**Collected data entries:**

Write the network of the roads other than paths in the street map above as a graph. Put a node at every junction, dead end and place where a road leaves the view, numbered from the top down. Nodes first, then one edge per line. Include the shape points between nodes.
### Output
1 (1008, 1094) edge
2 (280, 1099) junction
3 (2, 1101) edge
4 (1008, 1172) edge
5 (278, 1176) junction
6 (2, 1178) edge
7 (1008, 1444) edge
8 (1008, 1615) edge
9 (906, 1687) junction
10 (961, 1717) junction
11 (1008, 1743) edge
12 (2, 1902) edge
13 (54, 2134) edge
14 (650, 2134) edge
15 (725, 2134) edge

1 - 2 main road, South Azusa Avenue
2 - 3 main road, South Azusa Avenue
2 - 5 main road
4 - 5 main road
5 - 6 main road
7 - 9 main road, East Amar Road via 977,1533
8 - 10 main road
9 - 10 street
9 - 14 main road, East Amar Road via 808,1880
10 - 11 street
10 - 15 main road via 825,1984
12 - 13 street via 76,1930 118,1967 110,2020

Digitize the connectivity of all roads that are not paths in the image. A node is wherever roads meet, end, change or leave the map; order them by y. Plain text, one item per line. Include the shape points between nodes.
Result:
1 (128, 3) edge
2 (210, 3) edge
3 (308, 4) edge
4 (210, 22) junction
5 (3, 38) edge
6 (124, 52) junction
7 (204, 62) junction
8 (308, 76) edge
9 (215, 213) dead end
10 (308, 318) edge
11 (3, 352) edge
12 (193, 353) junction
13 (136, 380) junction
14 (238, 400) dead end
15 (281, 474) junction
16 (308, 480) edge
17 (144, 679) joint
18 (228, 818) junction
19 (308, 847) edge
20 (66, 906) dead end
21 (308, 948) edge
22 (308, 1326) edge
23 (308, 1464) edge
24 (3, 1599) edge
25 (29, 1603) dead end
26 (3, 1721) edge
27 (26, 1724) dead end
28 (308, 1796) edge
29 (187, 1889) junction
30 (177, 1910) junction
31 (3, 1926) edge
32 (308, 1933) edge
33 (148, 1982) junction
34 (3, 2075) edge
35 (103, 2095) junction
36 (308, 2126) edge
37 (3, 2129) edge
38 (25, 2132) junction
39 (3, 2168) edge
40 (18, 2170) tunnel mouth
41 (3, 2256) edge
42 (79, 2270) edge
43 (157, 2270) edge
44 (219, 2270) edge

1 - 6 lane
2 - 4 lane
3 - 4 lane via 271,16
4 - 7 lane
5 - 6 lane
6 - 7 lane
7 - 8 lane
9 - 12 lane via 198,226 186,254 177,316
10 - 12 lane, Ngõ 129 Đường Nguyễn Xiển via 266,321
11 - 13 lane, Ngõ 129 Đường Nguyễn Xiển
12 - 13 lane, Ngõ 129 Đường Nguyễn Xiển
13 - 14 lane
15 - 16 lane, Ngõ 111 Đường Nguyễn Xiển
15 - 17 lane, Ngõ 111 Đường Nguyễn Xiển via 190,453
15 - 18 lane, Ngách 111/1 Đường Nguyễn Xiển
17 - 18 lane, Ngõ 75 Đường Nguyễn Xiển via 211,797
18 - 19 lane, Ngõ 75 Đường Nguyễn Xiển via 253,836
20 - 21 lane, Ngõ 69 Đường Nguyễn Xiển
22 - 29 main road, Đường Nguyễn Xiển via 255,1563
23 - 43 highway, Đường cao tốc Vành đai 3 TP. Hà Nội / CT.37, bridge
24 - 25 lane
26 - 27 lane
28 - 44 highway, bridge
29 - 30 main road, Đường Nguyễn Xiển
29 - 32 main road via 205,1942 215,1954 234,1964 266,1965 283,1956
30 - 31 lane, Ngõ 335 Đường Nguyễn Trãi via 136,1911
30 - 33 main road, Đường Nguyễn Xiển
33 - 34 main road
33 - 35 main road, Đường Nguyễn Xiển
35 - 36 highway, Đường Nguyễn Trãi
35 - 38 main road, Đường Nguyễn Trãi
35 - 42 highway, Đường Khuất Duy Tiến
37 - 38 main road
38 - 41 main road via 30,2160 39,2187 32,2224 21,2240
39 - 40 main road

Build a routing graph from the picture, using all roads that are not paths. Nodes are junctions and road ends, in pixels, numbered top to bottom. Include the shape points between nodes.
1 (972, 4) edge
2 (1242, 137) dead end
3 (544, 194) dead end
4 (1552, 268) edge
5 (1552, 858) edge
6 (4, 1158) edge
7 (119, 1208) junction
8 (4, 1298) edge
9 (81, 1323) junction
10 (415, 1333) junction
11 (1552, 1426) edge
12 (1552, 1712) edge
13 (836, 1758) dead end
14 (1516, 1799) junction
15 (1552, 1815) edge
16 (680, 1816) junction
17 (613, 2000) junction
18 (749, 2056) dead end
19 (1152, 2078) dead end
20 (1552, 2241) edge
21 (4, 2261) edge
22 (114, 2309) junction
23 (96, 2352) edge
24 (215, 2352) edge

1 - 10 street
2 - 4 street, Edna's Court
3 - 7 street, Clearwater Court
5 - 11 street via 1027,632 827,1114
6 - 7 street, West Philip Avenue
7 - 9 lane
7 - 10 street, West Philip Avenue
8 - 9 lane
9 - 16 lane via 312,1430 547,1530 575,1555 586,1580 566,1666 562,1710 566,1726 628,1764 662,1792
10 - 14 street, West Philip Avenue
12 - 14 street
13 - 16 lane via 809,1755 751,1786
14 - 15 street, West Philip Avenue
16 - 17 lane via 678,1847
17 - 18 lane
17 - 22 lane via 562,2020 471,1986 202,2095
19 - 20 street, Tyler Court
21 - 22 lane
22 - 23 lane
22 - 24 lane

**DIRECTIONS:** Retype every record without alteration.

**EXERCISE SOLUTION:**
Write the network of the roads other than paths in the street map above as a graph. Put a node at every junction, dead end and place where a road leaves the view, numbered from the top down. Nodes first, then one edge per line. Include the shape points between nodes.
### Output
1 (1008, 1094) edge
2 (280, 1099) junction
3 (2, 1101) edge
4 (1008, 1172) edge
5 (278, 1176) junction
6 (2, 1178) edge
7 (1008, 1444) edge
8 (1008, 1615) edge
9 (906, 1687) junction
10 (961, 1717) junction
11 (1008, 1743) edge
12 (2, 1902) edge
13 (54, 2134) edge
14 (650, 2134) edge
15 (725, 2134) edge

1 - 2 main road, South Azusa Avenue
2 - 3 main road, South Azusa Avenue
2 - 5 main road
4 - 5 main road
5 - 6 main road
7 - 9 main road, East Amar Road via 977,1533
8 - 10 main road
9 - 10 street
9 - 14 main road, East Amar Road via 808,1880
10 - 11 street
10 - 15 main road via 825,1984
12 - 13 street via 76,1930 118,1967 110,2020

Digitize the connectivity of all roads that are not paths in the image. A node is wherever roads meet, end, change or leave the map; order them by y. Plain text, one item per line. Include the shape points between nodes.
Result:
1 (128, 3) edge
2 (210, 3) edge
3 (308, 4) edge
4 (210, 22) junction
5 (3, 38) edge
6 (124, 52) junction
7 (204, 62) junction
8 (308, 76) edge
9 (215, 213) dead end
10 (308, 318) edge
11 (3, 352) edge
12 (193, 353) junction
13 (136, 380) junction
14 (238, 400) dead end
15 (281, 474) junction
16 (308, 480) edge
17 (144, 679) joint
18 (228, 818) junction
19 (308, 847) edge
20 (66, 906) dead end
21 (308, 948) edge
22 (308, 1326) edge
23 (308, 1464) edge
24 (3, 1599) edge
25 (29, 1603) dead end
26 (3, 1721) edge
27 (26, 1724) dead end
28 (308, 1796) edge
29 (187, 1889) junction
30 (177, 1910) junction
31 (3, 1926) edge
32 (308, 1933) edge
33 (148, 1982) junction
34 (3, 2075) edge
35 (103, 2095) junction
36 (308, 2126) edge
37 (3, 2129) edge
38 (25, 2132) junction
39 (3, 2168) edge
40 (18, 2170) tunnel mouth
41 (3, 2256) edge
42 (79, 2270) edge
43 (157, 2270) edge
44 (219, 2270) edge

1 - 6 lane
2 - 4 lane
3 - 4 lane via 271,16
4 - 7 lane
5 - 6 lane
6 - 7 lane
7 - 8 lane
9 - 12 lane via 198,226 186,254 177,316
10 - 12 lane, Ngõ 129 Đường Nguyễn Xiển via 266,321
11 - 13 lane, Ngõ 129 Đường Nguyễn Xiển
12 - 13 lane, Ngõ 129 Đường Nguyễn Xiển
13 - 14 lane
15 - 16 lane, Ngõ 111 Đường Nguyễn Xiển
15 - 17 lane, Ngõ 111 Đường Nguyễn Xiển via 190,453
15 - 18 lane, Ngách 111/1 Đường Nguyễn Xiển
17 - 18 lane, Ngõ 75 Đường Nguyễn Xiển via 211,797
18 - 19 lane, Ngõ 75 Đường Nguyễn Xiển via 253,836
20 - 21 lane, Ngõ 69 Đường Nguyễn Xiển
22 - 29 main road, Đường Nguyễn Xiển via 255,1563
23 - 43 highway, Đường cao tốc Vành đai 3 TP. Hà Nội / CT.37, bridge
24 - 25 lane
26 - 27 lane
28 - 44 highway, bridge
29 - 30 main road, Đường Nguyễn Xiển
29 - 32 main road via 205,1942 215,1954 234,1964 266,1965 283,1956
30 - 31 lane, Ngõ 335 Đường Nguyễn Trãi via 136,1911
30 - 33 main road, Đường Nguyễn Xiển
33 - 34 main road
33 - 35 main road, Đường Nguyễn Xiển
35 - 36 highway, Đường Nguyễn Trãi
35 - 38 main road, Đường Nguyễn Trãi
35 - 42 highway, Đường Khuất Duy Tiến
37 - 38 main road
38 - 41 main road via 30,2160 39,2187 32,2224 21,2240
39 - 40 main road

Build a routing graph from the picture, using all roads that are not paths. Nodes are junctions and road ends, in pixels, numbered top to bottom. Include the shape points between nodes.
1 (972, 4) edge
2 (1242, 137) dead end
3 (544, 194) dead end
4 (1552, 268) edge
5 (1552, 858) edge
6 (4, 1158) edge
7 (119, 1208) junction
8 (4, 1298) edge
9 (81, 1323) junction
10 (415, 1333) junction
11 (1552, 1426) edge
12 (1552, 1712) edge
13 (836, 1758) dead end
14 (1516, 1799) junction
15 (1552, 1815) edge
16 (680, 1816) junction
17 (613, 2000) junction
18 (749, 2056) dead end
19 (1152, 2078) dead end
20 (1552, 2241) edge
21 (4, 2261) edge
22 (114, 2309) junction
23 (96, 2352) edge
24 (215, 2352) edge

1 - 10 street
2 - 4 street, Edna's Court
3 - 7 street, Clearwater Court
5 - 11 street via 1027,632 827,1114
6 - 7 street, West Philip Avenue
7 - 9 lane
7 - 10 street, West Philip Avenue
8 - 9 lane
9 - 16 lane via 312,1430 547,1530 575,1555 586,1580 566,1666 562,1710 566,1726 628,1764 662,1792
10 - 14 street, West Philip Avenue
12 - 14 street
13 - 16 lane via 809,1755 751,1786
14 - 15 street, West Philip Avenue
16 - 17 lane via 678,1847
17 - 18 lane
17 - 22 lane via 562,2020 471,1986 202,2095
19 - 20 street, Tyler Court
21 - 22 lane
22 - 23 lane
22 - 24 lane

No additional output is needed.